Maltbie, C. J., Brown, Jennings, Ells and Dickenson, Js.

*576Argued December 1, 1942

decided February 3, 1943.

*577 Arthur T. Keefe, with whom, on the brief, was Douglas A. Anello, for the appellant (plaintiff).

Frank L. Wilder and Allan K. Smith, for the appellees (defendants).

Maltbie, C. J.

The plaintiff was surety upon a bond given by Ray W. McMullen as conservator of the estate of Harry H. Cabot and as such surety it paid $71,733 to a trust company, executor of the estate of Cabot, who had died, to reimburse it for misappropriations by McMullen. The plaintiff brought this action to secure reimbursement for the money so paid, making defendants Ray W. McMullen and Jennie E. McMullen, individually and as executors of the estate of Arthur McMullen, and the Century Indemnity Company, surety on their bond as such executors. The trial court gave judgment against Ray E. McMullen personally and for the other defendants, and the plaintiff has appealed.
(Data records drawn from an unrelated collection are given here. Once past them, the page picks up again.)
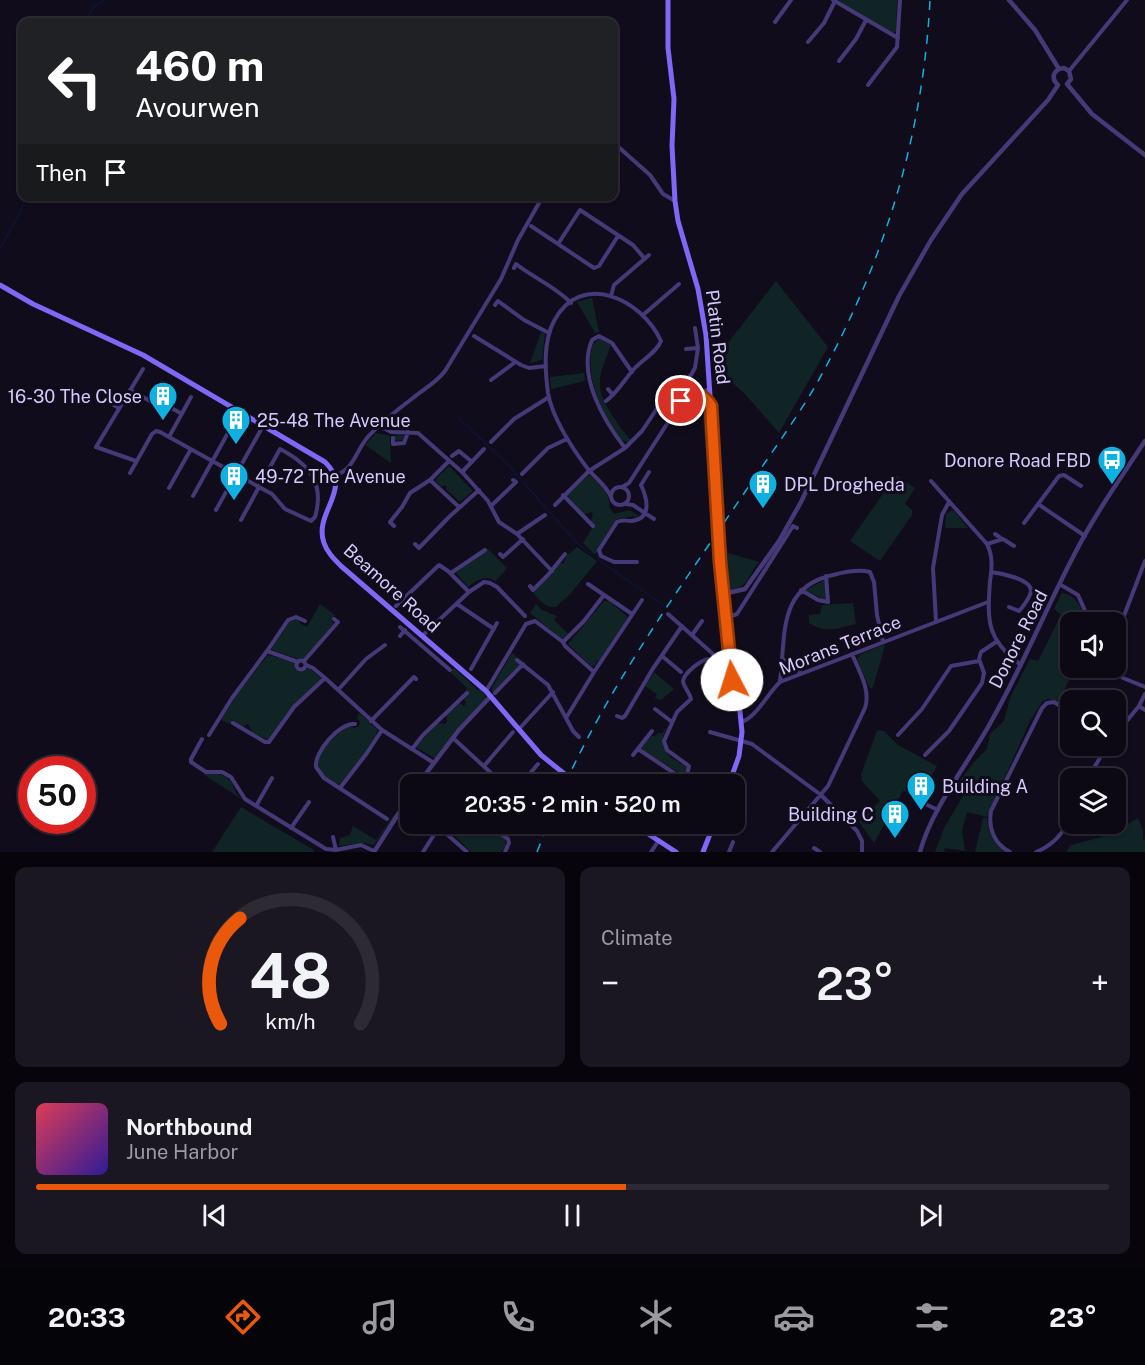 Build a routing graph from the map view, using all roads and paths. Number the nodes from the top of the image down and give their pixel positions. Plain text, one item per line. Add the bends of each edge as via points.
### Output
1 (668, 0) edge
2 (791, 0) edge
3 (900, 0) edge
4 (1009, 0) edge
5 (1127, 0) edge
6 (834, 1) edge
7 (866, 20) junction
8 (776, 22) dead end
9 (897, 38) junction
10 (808, 42) dead end
11 (839, 61) dead end
12 (1059, 69) junction
13 (1069, 71) junction
14 (1067, 84) junction
15 (868, 85) dead end
16 (1058, 85) junction
17 (618, 147) edge
18 (1145, 155) edge
19 (540, 201) edge
20 (675, 201) junction
21 (531, 226) dead end
22 (618, 236) junction
23 (558, 244) junction
24 (649, 255) dead end
25 (645, 259) junction
26 (514, 267) dead end
27 (679, 284) dead end
28 (0, 285) edge
29 (611, 296) junction
30 (571, 303) junction
31 (495, 305) dead end
32 (643, 315) junction
33 (695, 328) dead end
34 (549, 333) junction
35 (474, 336) dead end
36 (487, 336) dead end
37 (483, 342) junction
38 (698, 348) junction
39 (686, 349) dead end
40 (514, 363) junction
41 (546, 366) junction
42 (143, 369) dead end
43 (632, 372) junction
44 (491, 380) dead end
45 (608, 389) dead end
46 (710, 389) junction
47 (130, 390) junction
48 (692, 394) junction
49 (613, 395) junction
50 (191, 397) dead end
51 (549, 397) junction
52 (107, 401) dead end
53 (606, 401) dead end
54 (711, 406) junction
55 (119, 408) junction
56 (182, 414) junction
57 (234, 422) dead end
58 (262, 426) junction
59 (380, 426) junction
60 (408, 432) junction
61 (169, 437) junction
62 (393, 438) dead end
63 (567, 439) junction
64 (1145, 441) edge
65 (491, 442) dead end
66 (625, 448) junction
67 (191, 449) junction
68 (484, 449) dead end
69 (452, 456) dead end
70 (136, 461) junction
71 (212, 461) junction
72 (449, 461) junction
73 (472, 462) junction
74 (589, 471) junction
75 (462, 472) junction
76 (649, 472) dead end
77 (130, 473) dead end
78 (236, 474) junction
79 (522, 474) dead end
80 (335, 476) junction
81 (430, 480) junction
82 (513, 480) dead end
83 (931, 481) dead end
84 (629, 483) junction
85 (1081, 486) dead end
86 (259, 487) junction
87 (622, 487) junction
88 (169, 488) dead end
89 (608, 488) junction
90 (615, 489) junction
91 (479, 490) junction
92 (628, 491) junction
93 (563, 495) junction
94 (194, 496) dead end
95 (611, 497) junction
96 (629, 497) junction
97 (949, 502) junction
98 (624, 504) junction
99 (1038, 504) junction
100 (555, 505) dead end
101 (633, 505) junction
102 (490, 506) junction
103 (459, 507) junction
104 (216, 510) dead end
105 (645, 512) junction
106 (592, 513) dead end
107 (545, 515) dead end
108 (586, 519) junction
109 (654, 519) dead end
110 (240, 520) dead end
111 (1024, 524) dead end
112 (394, 526) dead end
113 (593, 526) dead end
114 (796, 528) dead end
115 (517, 534) junction
116 (995, 534) dead end
117 (1085, 536) junction
118 (523, 539) junction
119 (1003, 539) junction
120 (415, 544) dead end
121 (987, 544) junction
122 (1014, 546) dead end
123 (485, 550) dead end
124 (500, 554) dead end
125 (565, 554) dead end
126 (1145, 561) edge
127 (638, 562) dead end
128 (764, 568) junction
129 (552, 571) junction
130 (991, 572) junction
131 (451, 573) junction
132 (826, 576) junction
133 (588, 584) dead end
134 (1061, 585) junction
135 (530, 586) dead end
136 (801, 590) junction
137 (469, 592) junction
138 (723, 594) junction
139 (604, 595) junction
140 (642, 600) dead end
141 (988, 602) junction
142 (457, 604) junction
143 (396, 606) dead end
144 (1009, 607) dead end
145 (1086, 612) edge
146 (1125, 612) edge
147 (632, 614) junction
148 (668, 614) dead end
149 (525, 616) dead end
150 (726, 618) junction
151 (334, 619) dead end
152 (305, 621) dead end
153 (702, 621) dead end
154 (936, 621) junction
155 (497, 623) dead end
156 (682, 626) junction
157 (400, 627) dead end
158 (494, 629) junction
159 (405, 630) junction
160 (692, 635) junction
161 (400, 636) dead end
162 (422, 636) junction
163 (563, 642) junction
164 (883, 642) junction
165 (996, 642) junction
166 (385, 645) dead end
167 (267, 651) junction
168 (852, 654) junction
169 (662, 656) junction
170 (783, 659) junction
171 (450, 660) junction
172 (518, 660) dead end
173 (980, 661) junction
174 (298, 662) junction
175 (730, 662) junction
176 (305, 663) junction
177 (523, 664) junction
178 (1021, 665) junction
179 (445, 666) junction
180 (471, 669) dead end
181 (450, 670) dead end
182 (594, 672) junction
183 (681, 672) dead end
184 (802, 673) junction
185 (326, 678) junction
186 (1123, 678) edge
187 (416, 679) dead end
188 (780, 682) junction
189 (1145, 687) edge
190 (338, 690) junction
191 (722, 691) dead end
192 (553, 692) junction
193 (467, 693) dead end
194 (490, 694) junction
195 (1145, 694) edge
196 (1060, 706) edge
197 (1139, 706) junction
198 (655, 709) dead end
199 (1145, 710) edge
200 (617, 716) dead end
201 (566, 718) junction
202 (371, 721) junction
203 (672, 722) junction
204 (741, 722) junction
205 (1126, 722) edge
206 (233, 723) dead end
207 (356, 724) dead end
208 (213, 729) junction
209 (519, 729) junction
210 (382, 730) junction
211 (219, 732) dead end
212 (513, 732) dead end
213 (652, 732) dead end
214 (710, 732) dead end
215 (209, 735) dead end
216 (898, 735) dead end
217 (579, 737) dead end
218 (453, 738) junction
219 (202, 739) dead end
220 (742, 741) junction
221 (412, 749) junction
222 (638, 749) junction
223 (633, 755) dead end
224 (926, 755) dead end
225 (434, 764) junction
226 (538, 764) dead end
227 (484, 766) junction
228 (426, 774) edge
229 (491, 774) edge
230 (530, 774) edge
231 (565, 774) edge
232 (673, 774) edge
233 (688, 774) edge
234 (732, 774) edge
235 (272, 778) dead end
236 (340, 788) junction
237 (821, 795) junction
238 (309, 802) dead end
239 (923, 803) dead end
240 (256, 806) junction
241 (400, 811) edge
242 (939, 811) junction
243 (387, 819) dead end
244 (291, 828) junction
245 (501, 834) edge
246 (649, 834) edge
247 (710, 834) edge
248 (1061, 834) edge
249 (333, 837) dead end
250 (659, 840) junction
251 (733, 842) dead end
252 (814, 848) dead end
253 (336, 850) junction
254 (374, 851) edge
255 (423, 852) edge
256 (467, 852) edge
257 (505, 852) edge
258 (651, 852) edge
259 (676, 852) edge
260 (703, 852) edge
261 (729, 852) edge
262 (772, 852) edge
263 (820, 852) edge
264 (861, 852) edge
265 (920, 852) edge
266 (1010, 852) edge
267 (1036, 852) edge

1 - 20 main road, Platin Road
2 - 8 street
3 - 9 street
4 - 12 street
5 - 13 street
6 - 7 street
6 - 10 street via 824,23
7 - 9 street
7 - 11 street
9 - 15 street via 894,52
12 - 13 street
12 - 16 street via 1053,75
13 - 14 street via 1071,79
14 - 16 street
14 - 18 street via 1092,114
16 - 128 street via 962,194 931,240 801,502
17 - 20 street via 650,175 663,194
19 - 59 street via 501,279 446,371
20 - 46 main road, Platin Road via 701,305
21 - 23 street
22 - 23 street via 596,268
22 - 23 street via 580,210
22 - 25 street
24 - 25 street
25 - 29 street via 615,285
26 - 30 street via 516,264
27 - 32 street
28 - 58 main road via 143,356
29 - 30 street via 589,295
29 - 32 street via 627,302
30 - 34 street via 558,314
31 - 34 street via 498,302
32 - 43 street via 660,344
33 - 38 street
34 - 41 street
35 - 37 street
36 - 37 street
37 - 40 street
38 - 39 street
38 - 66 street via 697,364 691,375 666,395 642,431
40 - 41 street via 530,368
40 - 44 street
41 - 51 street
42 - 47 street
43 - 49 street
43 - 66 street via 612,343 599,336 592,340 589,365 594,396 605,421
45 - 49 street
46 - 48 street
46 - 54 main road, Platin Road
47 - 55 street
47 - 56 street
48 - 54 street via 704,397
48 - 84 street via 681,401
49 - 53 street
50 - 56 street
51 - 63 street
51 - 65 street via 514,419
52 - 55 street
54 - 138 main road, Platin Road
55 - 70 street via 96,447
56 - 61 street
57 - 71 street
58 - 78 street
58 - 80 main road via 325,462
59 - 60 street via 391,432
59 - 80 street via 363,443 348,469
60 - 62 street via 404,443 393,444
60 - 72 street via 418,433
61 - 67 street
61 - 70 street via 160,432 152,434
63 - 74 street
63 - 79 street via 547,449
64 - 117 street, Donore Road
66 - 74 street
67 - 71 street
67 - 88 street
68 - 73 street
69 - 73 street via 459,451
70 - 77 street
71 - 78 street
71 - 94 street
72 - 75 street
72 - 81 street
73 - 75 street
74 - 89 street
74 - 93 street
75 - 91 street
76 - 105 street via 641,485 648,502
78 - 86 street
78 - 104 street
80 - 162 main road, Beamore Road via 336,490 322,530 327,549 341,566
81 - 103 street
81 - 112 street via 411,493 390,522
82 - 102 street via 516,482
83 - 97 street
84 - 87 street
84 - 92 street
85 - 99 street via 1059,476
86 - 86 street via 280,449 301,461 314,480 319,499 315,517 308,520 285,509 272,494
86 - 110 street
87 - 90 street
87 - 92 street
89 - 90 street
89 - 95 street
90 - 95 street
91 - 102 street
91 - 103 street
92 - 96 street
93 - 100 street
93 - 108 street
95 - 98 street via 617,505
96 - 98 street
96 - 101 street
97 - 121 street
97 - 154 street via 942,515 933,568
98 - 101 street
99 - 111 street
99 - 117 street
101 - 105 street
102 - 115 street via 499,522
103 - 120 street via 419,548
105 - 109 street
105 - 127 street via 636,520 620,519 599,550 614,562
106 - 108 street
107 - 115 street
108 - 113 street
114 - 128 street via 793,526
115 - 118 street
116 - 119 street
117 - 134 street, Donore Road
118 - 124 street via 503,557
118 - 129 street
119 - 121 street
119 - 122 street
121 - 130 street
123 - 131 street
125 - 129 street
126 - 146 street
128 - 138 street via 745,589
128 - 150 street via 737,615
129 - 135 street via 533,590
130 - 141 street
130 - 144 street via 1007,574 1030,588 1019,611
131 - 137 street
131 - 143 street via 437,566
132 - 136 street
132 - 136 street via 828,602
132 - 164 street via 870,572
133 - 139 street
134 - 145 street via 1078,595
134 - 178 street, Donore Road
136 - 170 street via 788,610
137 - 142 street
137 - 149 street via 480,584 490,583
138 - 150 main road, Platin Road
139 - 147 street
139 - 163 street
140 - 147 street
141 - 154 street, Morans Terrace
141 - 165 street
142 - 158 street
142 - 162 street
147 - 182 street
148 - 156 street
150 - 175 main road, Platin Road
151 - 176 street via 338,622
152 - 167 street via 289,619
153 - 160 street
154 - 164 street, Morans Terrace
155 - 158 street
156 - 160 street
156 - 169 street
157 - 159 street
158 - 180 street
159 - 161 street
159 - 179 street
160 - 175 street via 722,662
162 - 171 main road, Beamore Road
163 - 182 street
163 - 194 street via 537,622 529,622
164 - 168 street, Morans Terrace
165 - 173 street via 983,649
165 - 178 street
166 - 190 street via 374,650
167 - 174 street
167 - 208 street
168 - 184 street, Morans Terrace
168 - 237 street via 867,702
169 - 183 street
169 - 200 street via 625,716
170 - 184 street
170 - 188 street
171 - 179 street
171 - 194 main road, Beamore Road
172 - 177 street
173 - 216 street via 951,666 922,709
173 - 224 street via 982,683 949,731
174 - 176 street
174 - 176 street via 300,669
175 - 204 main road, Platin Road
176 - 185 street
177 - 192 street
177 - 194 street
178 - 242 street, Donore Road
179 - 181 street
182 - 201 street
184 - 188 street, Morans Terrace
185 - 190 street
185 - 206 street via 294,707 271,741 265,742 248,728
186 - 189 street
187 - 202 street
188 - 204 street, Morans Terrace via 753,716
190 - 202 street
191 - 203 street via 727,689 722,676 712,660 705,659 684,679 691,699
192 - 201 street
192 - 209 street
193 - 221 street
194 - 209 main road, Beamore Road
194 - 218 street
195 - 197 street
196 - 266 street via 1054,702 1042,708 991,811 989,822 994,837
197 - 199 street
197 - 205 street
198 - 203 street
201 - 217 street
202 - 210 street
203 - 233 street via 665,746 689,766
204 - 220 main road, Platin Road
207 - 236 street via 349,724 332,736 315,763 321,776
208 - 211 street
208 - 215 street
209 - 231 main road, Beamore Road via 541,755
210 - 221 street
210 - 236 street
212 - 227 street
213 - 222 street
214 - 220 street
218 - 225 street
218 - 227 street
219 - 240 street via 191,759 193,764 207,772 222,771 231,777 242,796
220 - 234 main road, Platin Road
220 - 237 street via 764,752
221 - 225 street
222 - 223 street
222 - 232 street
225 - 228 street
226 - 230 street
227 - 229 street
235 - 240 street
236 - 243 street
237 - 262 street
237 - 264 street via 857,831 862,841
238 - 244 street
239 - 242 street
240 - 244 street
241 - 254 street
242 - 265 street, Donore Road
244 - 253 street via 326,849
245 - 257 street via 509,843
246 - 250 main road
247 - 260 main road
248 - 267 street
249 - 253 street
250 - 258 street
250 - 259 main road
251 - 261 street
252 - 263 street
253 - 254 street via 362,845
255 - 256 street via 441,829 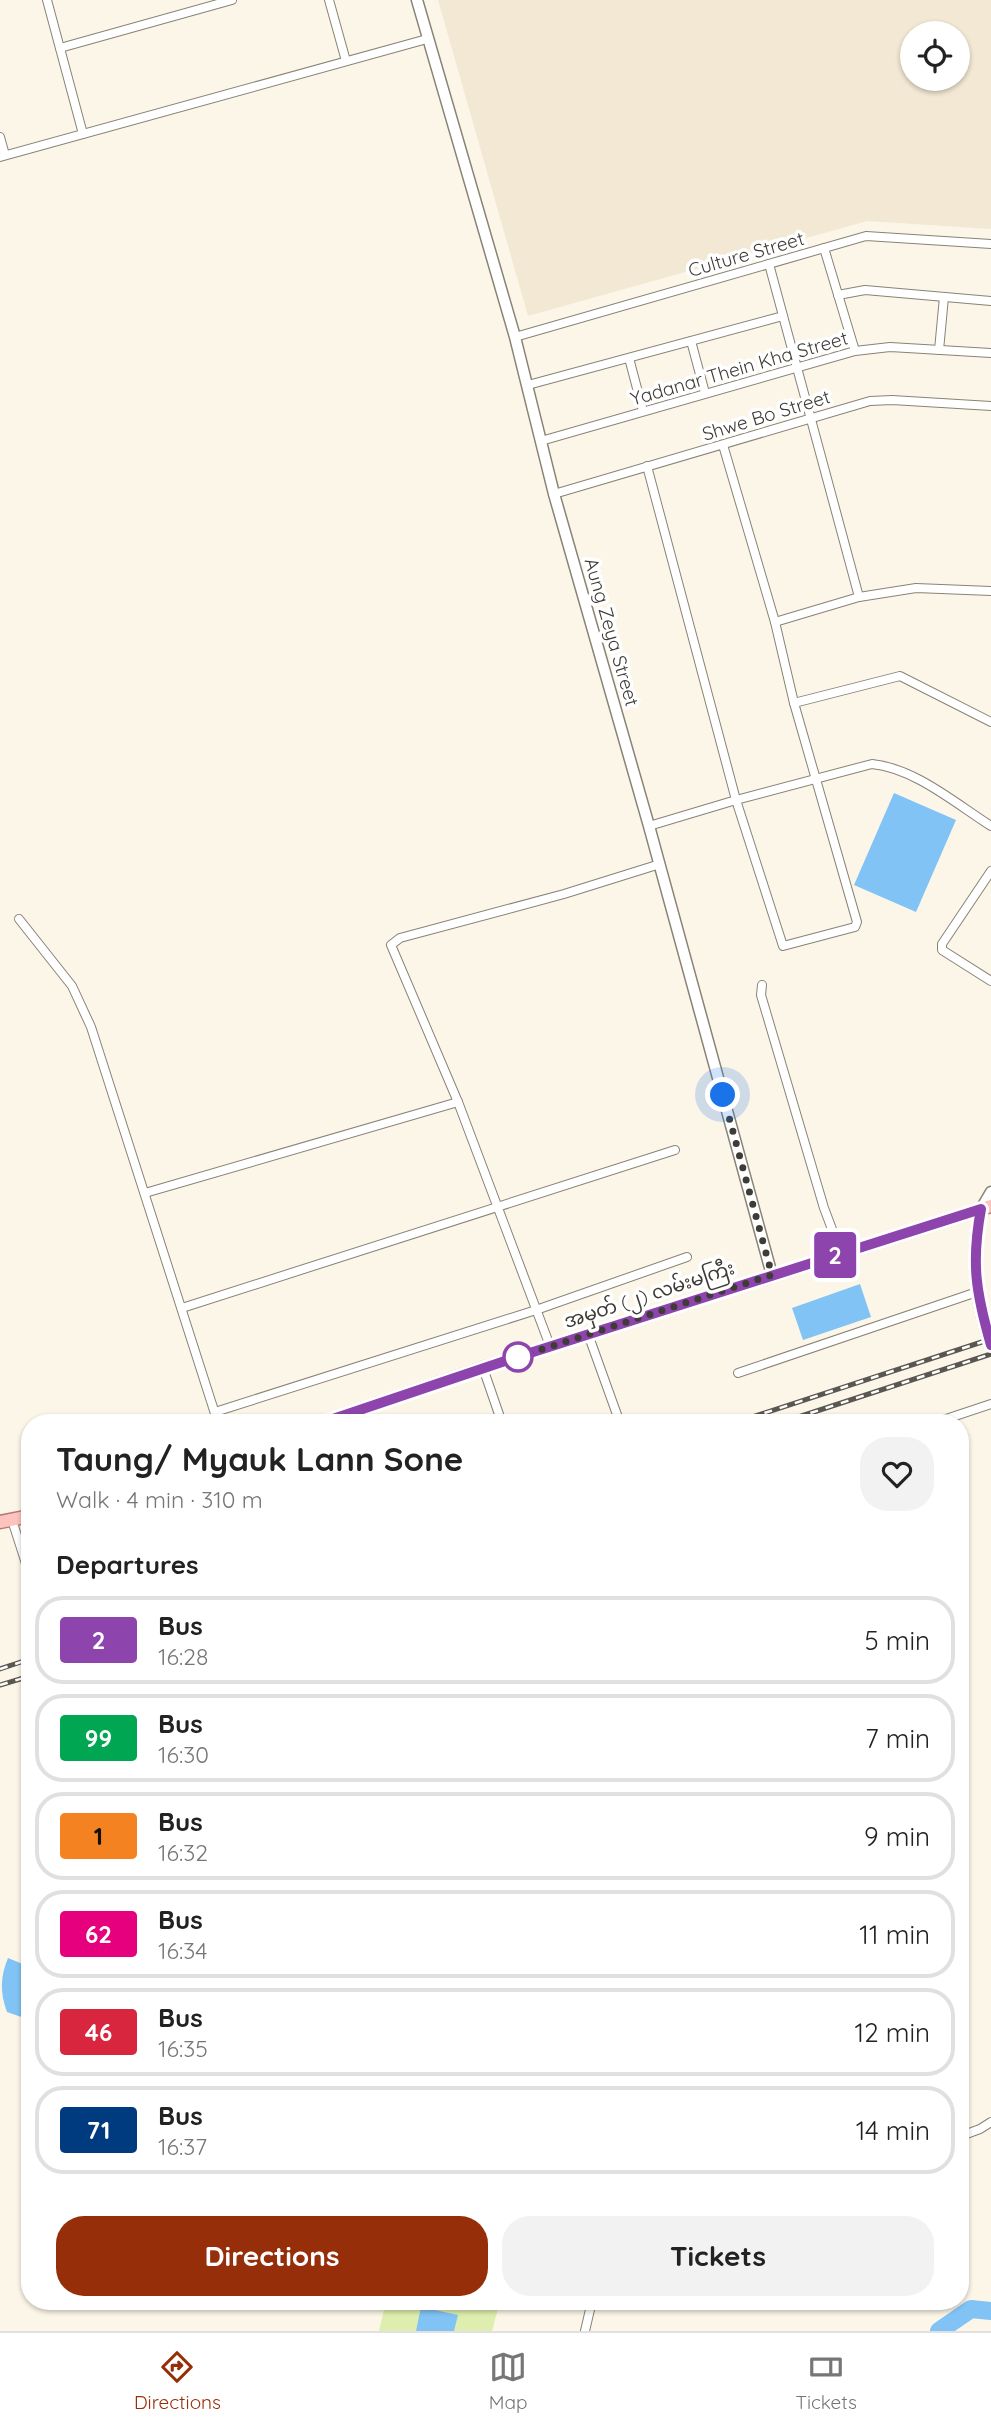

There is little dispute as to the underlying facts, and, making a few minor changes in the finding, we summarize them. At the time of his death in 1926, Arthur McMullen was president and treasurer of a corporation bearing his name and the owner of all but two of its shares of stock. He left a will in which his wife, Jennie E. McMullen, was made sole legatee and devisee, and she and Ray McMullen were named ex-*578editors. They gave a bond with the Century Indemnity Company as surety which recited their appointment as executors and which was conditioned that they “shall faithfully discharge the duties of their said trust according to law.” Except for some stock sold in 1927, substantially all the assets of the estate consisted of the stock in the McMullen Company, and the only income the estate ever received was from this stock. The company conducted a profitable business for a few years after the death of Arthur McMullen but has done no business since 1933. In 1935 it was reorganized under the Bankruptcy Act and new shares of stock were issued, 179,820 to the McMullen estate. In 1937 it went into receivership, all its assets were sold to pay a judgment against it and since then it has had no assets. There were large outstanding claims against the McMullen estate, and it was kept open in the hope of paying these from the income derived from the stock in the company. The Century Company never requested the executors to close the McMullen estate. From the death of Arthur McMullen, Ray McMullen was an officer and director of the McMullen Company and directed and determined its policies and financial affairs. Mrs. McMullen was elected a director, but was not an officer and never attended a directors’ meeting. She signed papers when requested by Ray McMullen to do so, but only as to one matter, a loan from the Reconstruction Finance Corporation, did he ever consult her, and she never interfered with the running of the business. They treated the estate and the company as one and the same.- Previous to 1934, but not since, she received money from Ray McMullen which she was led to believe came from the operation of the company by the estate.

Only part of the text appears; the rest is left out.